▶ _AVAILABLE DATA_
-----

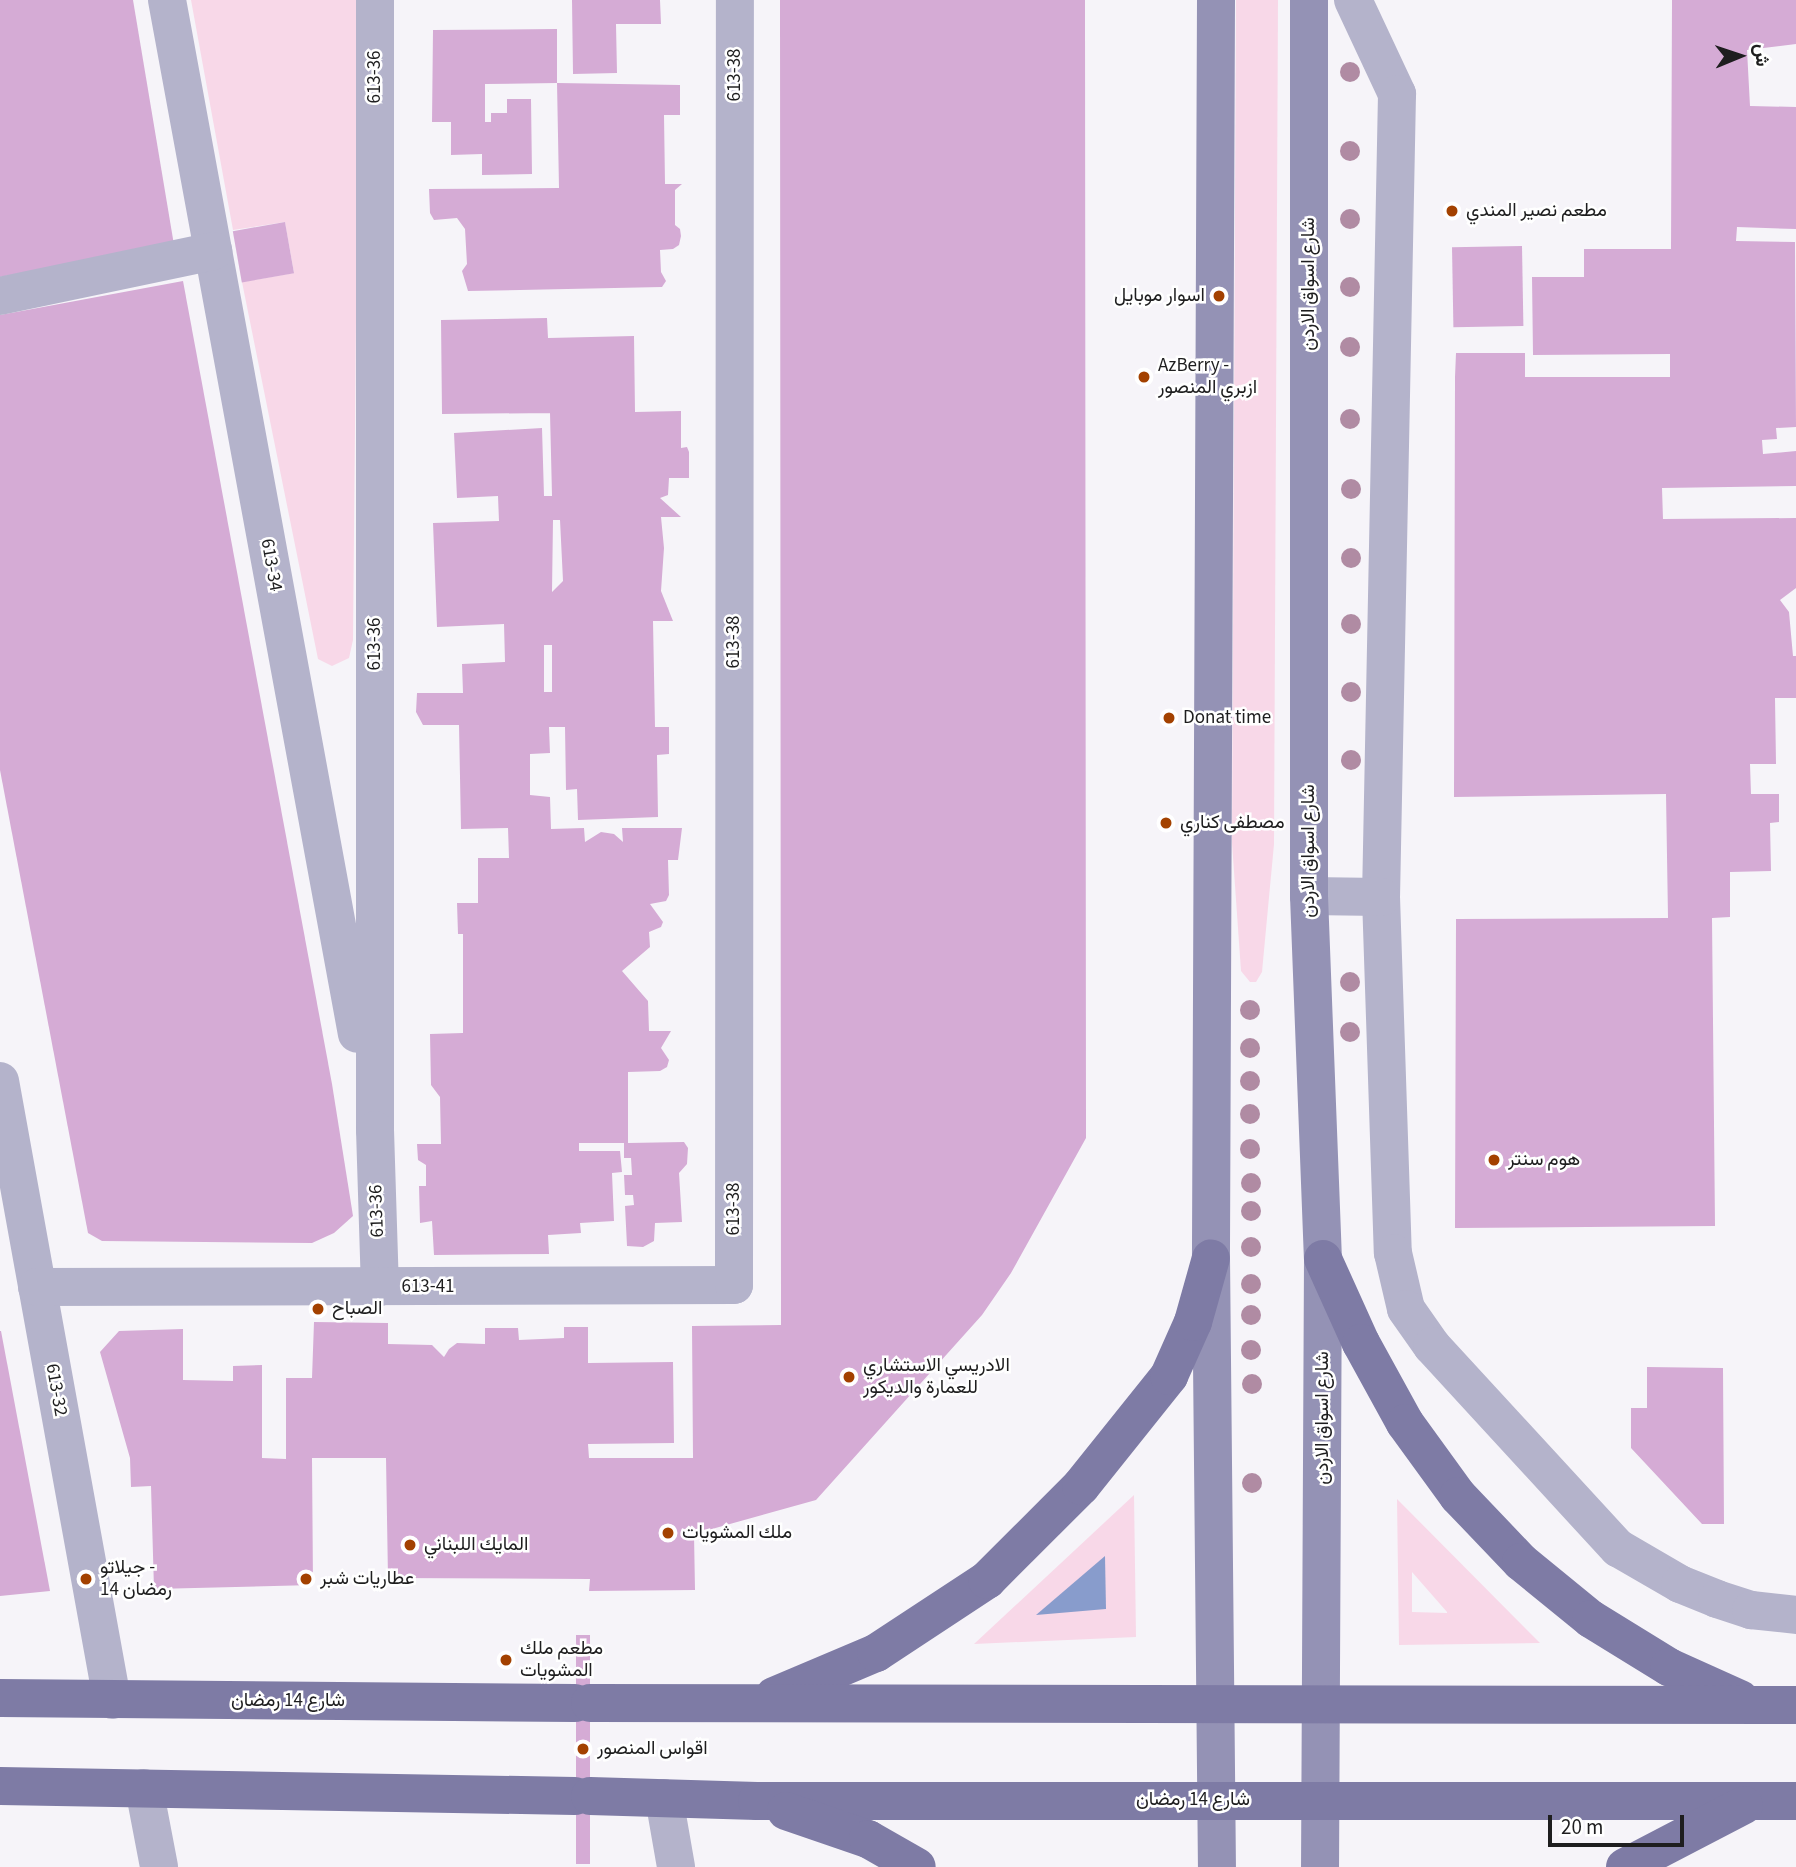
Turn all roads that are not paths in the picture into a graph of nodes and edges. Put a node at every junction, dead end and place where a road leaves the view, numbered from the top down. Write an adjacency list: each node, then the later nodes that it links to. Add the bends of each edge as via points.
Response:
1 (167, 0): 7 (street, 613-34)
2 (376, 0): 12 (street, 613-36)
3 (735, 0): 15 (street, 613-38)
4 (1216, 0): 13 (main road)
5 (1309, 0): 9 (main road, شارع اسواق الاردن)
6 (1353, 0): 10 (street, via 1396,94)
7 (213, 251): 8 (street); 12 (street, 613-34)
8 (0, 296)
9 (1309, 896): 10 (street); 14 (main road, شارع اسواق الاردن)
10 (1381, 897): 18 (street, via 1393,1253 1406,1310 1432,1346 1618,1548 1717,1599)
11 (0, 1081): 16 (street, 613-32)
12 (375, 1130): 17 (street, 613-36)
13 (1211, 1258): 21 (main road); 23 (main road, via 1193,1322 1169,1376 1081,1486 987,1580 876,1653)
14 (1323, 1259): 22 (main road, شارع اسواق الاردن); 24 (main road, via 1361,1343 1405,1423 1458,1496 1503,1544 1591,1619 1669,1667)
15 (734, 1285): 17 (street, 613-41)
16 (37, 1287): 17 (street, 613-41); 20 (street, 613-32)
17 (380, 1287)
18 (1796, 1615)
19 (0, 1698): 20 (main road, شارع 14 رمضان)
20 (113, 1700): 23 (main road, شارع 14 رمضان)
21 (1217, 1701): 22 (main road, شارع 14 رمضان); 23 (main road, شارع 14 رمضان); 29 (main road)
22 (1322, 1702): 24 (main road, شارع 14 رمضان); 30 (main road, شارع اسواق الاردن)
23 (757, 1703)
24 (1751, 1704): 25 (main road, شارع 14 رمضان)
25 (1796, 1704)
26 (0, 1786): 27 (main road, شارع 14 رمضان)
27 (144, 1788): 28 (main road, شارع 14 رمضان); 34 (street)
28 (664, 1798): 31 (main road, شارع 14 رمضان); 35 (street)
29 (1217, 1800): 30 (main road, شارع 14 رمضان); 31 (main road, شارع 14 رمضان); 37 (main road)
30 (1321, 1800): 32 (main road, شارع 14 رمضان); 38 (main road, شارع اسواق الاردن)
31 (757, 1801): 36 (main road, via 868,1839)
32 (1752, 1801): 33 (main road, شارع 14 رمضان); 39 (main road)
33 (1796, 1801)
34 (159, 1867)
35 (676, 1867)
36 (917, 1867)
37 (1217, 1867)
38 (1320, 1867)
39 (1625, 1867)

-----

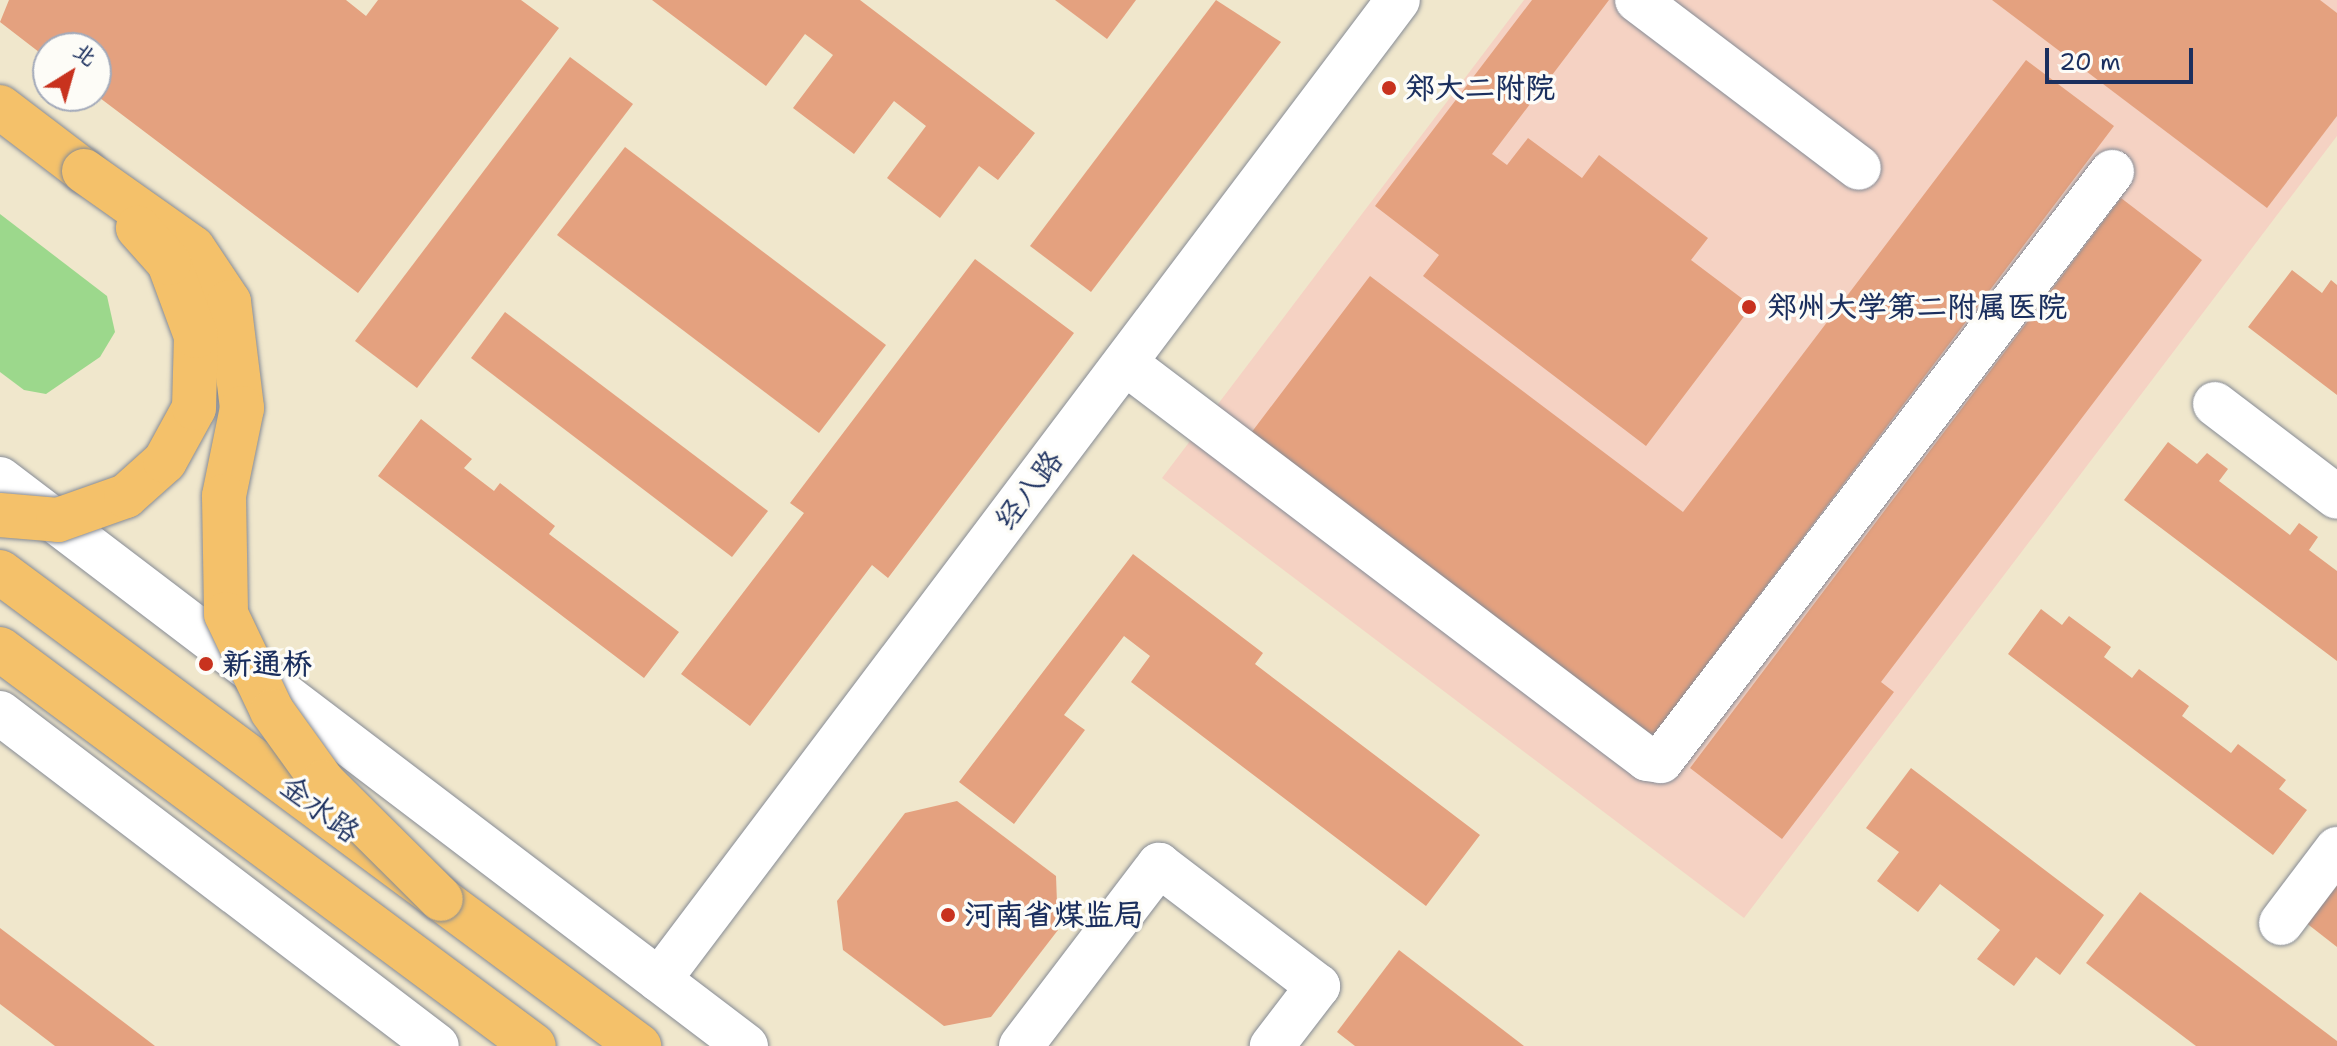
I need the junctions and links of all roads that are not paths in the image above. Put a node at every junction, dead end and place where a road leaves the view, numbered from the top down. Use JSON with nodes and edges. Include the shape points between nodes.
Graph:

-----

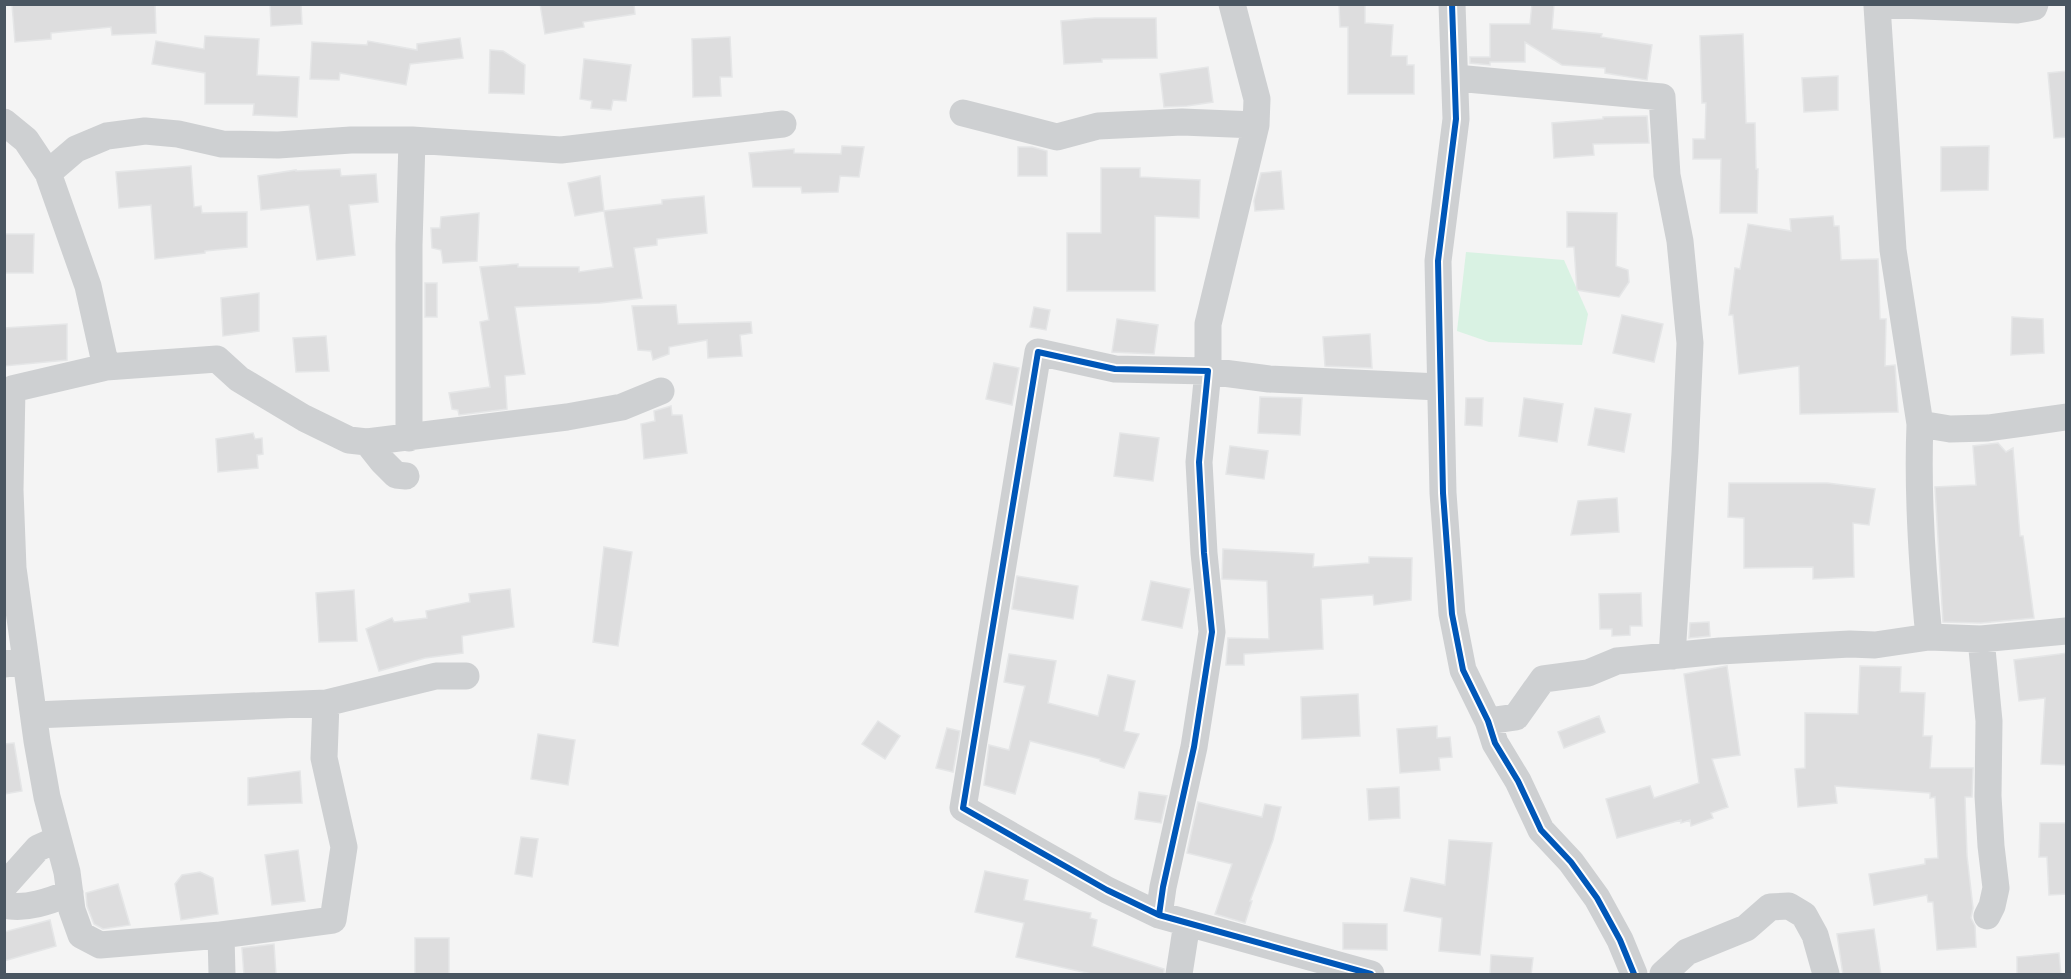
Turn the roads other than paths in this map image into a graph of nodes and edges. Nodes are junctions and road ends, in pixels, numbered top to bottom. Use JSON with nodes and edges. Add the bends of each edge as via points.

-----

▶ _TASK GOAL_
Across the material above, count every line holding "junctions" and write down only the number.

▶ _SOLUTION FOR THIS PROBLEM_
2